• **Material for the task**
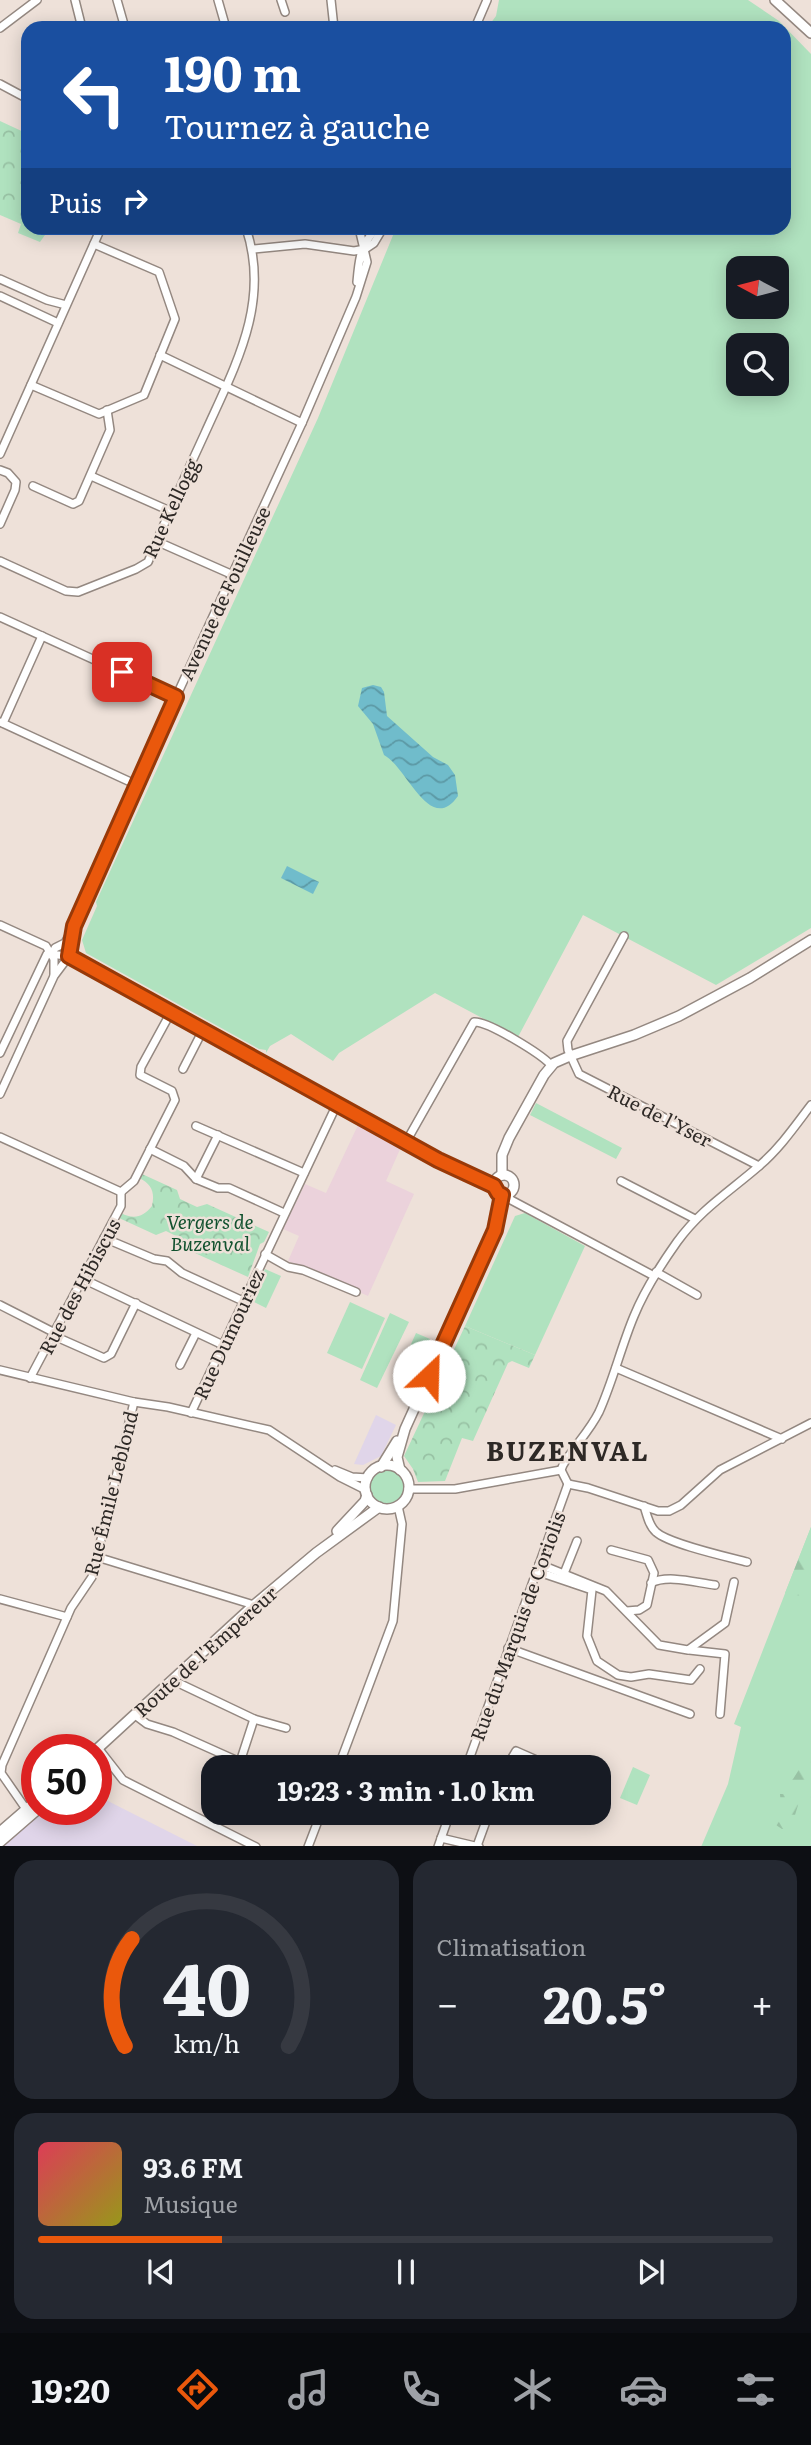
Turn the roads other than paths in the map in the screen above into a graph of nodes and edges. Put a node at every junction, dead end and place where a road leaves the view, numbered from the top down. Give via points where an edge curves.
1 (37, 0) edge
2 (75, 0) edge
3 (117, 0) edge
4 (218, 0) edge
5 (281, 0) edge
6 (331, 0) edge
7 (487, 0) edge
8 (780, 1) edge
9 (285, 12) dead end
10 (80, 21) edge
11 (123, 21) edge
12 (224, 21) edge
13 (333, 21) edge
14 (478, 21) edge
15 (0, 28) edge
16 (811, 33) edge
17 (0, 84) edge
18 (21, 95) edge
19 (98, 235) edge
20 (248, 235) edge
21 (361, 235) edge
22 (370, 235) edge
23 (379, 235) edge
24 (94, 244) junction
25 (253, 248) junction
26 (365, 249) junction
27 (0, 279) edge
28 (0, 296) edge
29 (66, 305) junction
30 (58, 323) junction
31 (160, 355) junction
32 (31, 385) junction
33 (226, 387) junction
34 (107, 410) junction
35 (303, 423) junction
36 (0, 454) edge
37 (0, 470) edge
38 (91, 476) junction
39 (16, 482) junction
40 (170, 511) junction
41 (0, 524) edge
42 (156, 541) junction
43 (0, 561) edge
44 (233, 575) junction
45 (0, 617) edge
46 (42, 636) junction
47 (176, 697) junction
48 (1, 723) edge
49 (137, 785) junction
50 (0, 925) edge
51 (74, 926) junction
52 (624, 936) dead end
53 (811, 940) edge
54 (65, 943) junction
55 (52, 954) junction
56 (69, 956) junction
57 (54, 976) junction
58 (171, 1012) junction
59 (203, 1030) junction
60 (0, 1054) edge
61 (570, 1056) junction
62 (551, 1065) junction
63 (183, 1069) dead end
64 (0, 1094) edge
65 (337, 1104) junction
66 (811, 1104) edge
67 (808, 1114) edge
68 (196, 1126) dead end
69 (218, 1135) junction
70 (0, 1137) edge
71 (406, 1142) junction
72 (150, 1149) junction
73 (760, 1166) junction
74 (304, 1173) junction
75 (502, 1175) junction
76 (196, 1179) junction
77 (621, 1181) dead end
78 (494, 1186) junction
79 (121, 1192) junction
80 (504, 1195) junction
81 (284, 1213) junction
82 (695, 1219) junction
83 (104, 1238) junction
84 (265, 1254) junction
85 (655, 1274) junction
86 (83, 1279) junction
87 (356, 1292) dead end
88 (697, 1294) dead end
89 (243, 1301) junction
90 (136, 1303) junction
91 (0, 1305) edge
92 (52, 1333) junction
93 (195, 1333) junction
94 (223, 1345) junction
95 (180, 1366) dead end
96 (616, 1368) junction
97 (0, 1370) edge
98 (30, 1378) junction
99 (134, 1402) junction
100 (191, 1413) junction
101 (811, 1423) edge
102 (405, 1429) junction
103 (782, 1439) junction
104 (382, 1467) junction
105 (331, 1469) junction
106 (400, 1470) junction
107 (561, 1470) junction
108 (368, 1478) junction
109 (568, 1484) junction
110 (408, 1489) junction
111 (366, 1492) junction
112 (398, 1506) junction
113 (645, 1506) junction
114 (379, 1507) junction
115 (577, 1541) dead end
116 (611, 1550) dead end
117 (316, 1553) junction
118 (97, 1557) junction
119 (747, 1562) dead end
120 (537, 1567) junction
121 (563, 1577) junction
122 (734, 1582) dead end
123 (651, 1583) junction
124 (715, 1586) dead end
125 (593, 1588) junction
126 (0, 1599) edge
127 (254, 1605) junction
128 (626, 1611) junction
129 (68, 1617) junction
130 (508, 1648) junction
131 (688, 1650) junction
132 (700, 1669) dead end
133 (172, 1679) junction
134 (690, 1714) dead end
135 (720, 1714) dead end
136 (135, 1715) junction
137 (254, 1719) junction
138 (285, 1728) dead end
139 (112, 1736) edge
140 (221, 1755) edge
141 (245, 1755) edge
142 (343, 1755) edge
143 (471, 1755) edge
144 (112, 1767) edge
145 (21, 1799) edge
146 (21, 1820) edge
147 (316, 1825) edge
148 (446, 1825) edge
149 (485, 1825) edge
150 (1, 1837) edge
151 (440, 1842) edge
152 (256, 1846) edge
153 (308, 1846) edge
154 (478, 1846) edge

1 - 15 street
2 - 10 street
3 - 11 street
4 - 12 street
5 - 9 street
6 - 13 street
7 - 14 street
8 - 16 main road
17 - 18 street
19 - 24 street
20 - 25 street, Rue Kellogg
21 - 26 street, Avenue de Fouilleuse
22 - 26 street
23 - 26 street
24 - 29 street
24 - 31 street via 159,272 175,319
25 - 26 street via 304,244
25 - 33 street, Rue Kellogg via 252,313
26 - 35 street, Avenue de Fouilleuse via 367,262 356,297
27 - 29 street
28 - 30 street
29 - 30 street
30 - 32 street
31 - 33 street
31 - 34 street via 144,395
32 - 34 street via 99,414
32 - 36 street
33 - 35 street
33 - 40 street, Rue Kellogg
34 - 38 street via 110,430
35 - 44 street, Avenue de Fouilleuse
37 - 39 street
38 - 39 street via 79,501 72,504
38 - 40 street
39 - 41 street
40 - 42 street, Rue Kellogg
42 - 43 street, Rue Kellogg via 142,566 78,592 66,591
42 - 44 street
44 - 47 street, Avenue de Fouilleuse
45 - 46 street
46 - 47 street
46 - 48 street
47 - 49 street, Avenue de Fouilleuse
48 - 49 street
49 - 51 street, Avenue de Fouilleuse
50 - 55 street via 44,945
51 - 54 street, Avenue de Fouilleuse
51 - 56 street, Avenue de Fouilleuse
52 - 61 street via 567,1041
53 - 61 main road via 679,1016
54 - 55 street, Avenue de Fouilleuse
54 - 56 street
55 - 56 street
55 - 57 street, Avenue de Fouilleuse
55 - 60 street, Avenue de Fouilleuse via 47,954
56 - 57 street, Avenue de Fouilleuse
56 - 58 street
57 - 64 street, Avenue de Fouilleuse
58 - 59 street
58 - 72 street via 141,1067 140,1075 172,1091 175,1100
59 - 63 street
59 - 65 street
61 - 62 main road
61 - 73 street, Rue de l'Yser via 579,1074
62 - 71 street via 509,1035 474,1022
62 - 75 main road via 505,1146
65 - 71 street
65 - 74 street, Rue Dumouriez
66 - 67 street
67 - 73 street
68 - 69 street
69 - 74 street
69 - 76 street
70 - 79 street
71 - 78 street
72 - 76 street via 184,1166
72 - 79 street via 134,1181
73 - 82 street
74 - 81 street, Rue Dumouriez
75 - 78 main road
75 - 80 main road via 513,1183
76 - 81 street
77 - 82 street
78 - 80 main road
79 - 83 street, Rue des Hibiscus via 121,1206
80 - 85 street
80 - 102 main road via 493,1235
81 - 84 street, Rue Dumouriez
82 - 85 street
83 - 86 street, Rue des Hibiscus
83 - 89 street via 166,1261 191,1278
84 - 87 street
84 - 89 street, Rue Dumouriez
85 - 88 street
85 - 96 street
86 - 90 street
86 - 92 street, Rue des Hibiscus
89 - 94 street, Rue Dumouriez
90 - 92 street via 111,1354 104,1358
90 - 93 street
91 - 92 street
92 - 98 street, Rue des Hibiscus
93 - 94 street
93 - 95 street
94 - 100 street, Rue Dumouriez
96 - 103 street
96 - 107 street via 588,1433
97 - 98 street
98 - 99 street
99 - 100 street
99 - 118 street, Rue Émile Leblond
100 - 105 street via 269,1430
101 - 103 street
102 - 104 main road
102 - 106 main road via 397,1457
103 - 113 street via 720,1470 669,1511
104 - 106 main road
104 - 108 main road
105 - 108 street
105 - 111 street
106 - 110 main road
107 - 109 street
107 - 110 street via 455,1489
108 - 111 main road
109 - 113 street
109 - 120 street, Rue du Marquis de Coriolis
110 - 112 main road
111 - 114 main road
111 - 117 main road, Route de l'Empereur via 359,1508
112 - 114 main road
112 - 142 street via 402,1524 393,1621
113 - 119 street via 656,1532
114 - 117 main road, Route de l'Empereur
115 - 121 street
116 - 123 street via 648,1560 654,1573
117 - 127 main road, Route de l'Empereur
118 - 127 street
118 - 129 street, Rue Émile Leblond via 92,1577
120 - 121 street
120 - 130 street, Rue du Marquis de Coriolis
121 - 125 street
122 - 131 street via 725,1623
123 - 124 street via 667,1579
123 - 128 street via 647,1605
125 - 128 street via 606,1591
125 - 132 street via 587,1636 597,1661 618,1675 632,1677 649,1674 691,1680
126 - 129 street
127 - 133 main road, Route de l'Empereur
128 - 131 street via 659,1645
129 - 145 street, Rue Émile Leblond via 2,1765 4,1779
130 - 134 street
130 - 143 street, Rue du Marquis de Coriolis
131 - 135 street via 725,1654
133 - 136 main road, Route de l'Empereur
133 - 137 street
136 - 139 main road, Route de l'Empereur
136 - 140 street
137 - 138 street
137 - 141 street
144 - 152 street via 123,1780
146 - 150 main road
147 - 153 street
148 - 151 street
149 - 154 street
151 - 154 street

• **What the exercise asks**
Search the material for the word "Dumouriez" and copy every matching line.

• **Task answer**
65 - 74 street, Rue Dumouriez
74 - 81 street, Rue Dumouriez
81 - 84 street, Rue Dumouriez
84 - 89 street, Rue Dumouriez
89 - 94 street, Rue Dumouriez
94 - 100 street, Rue Dumouriez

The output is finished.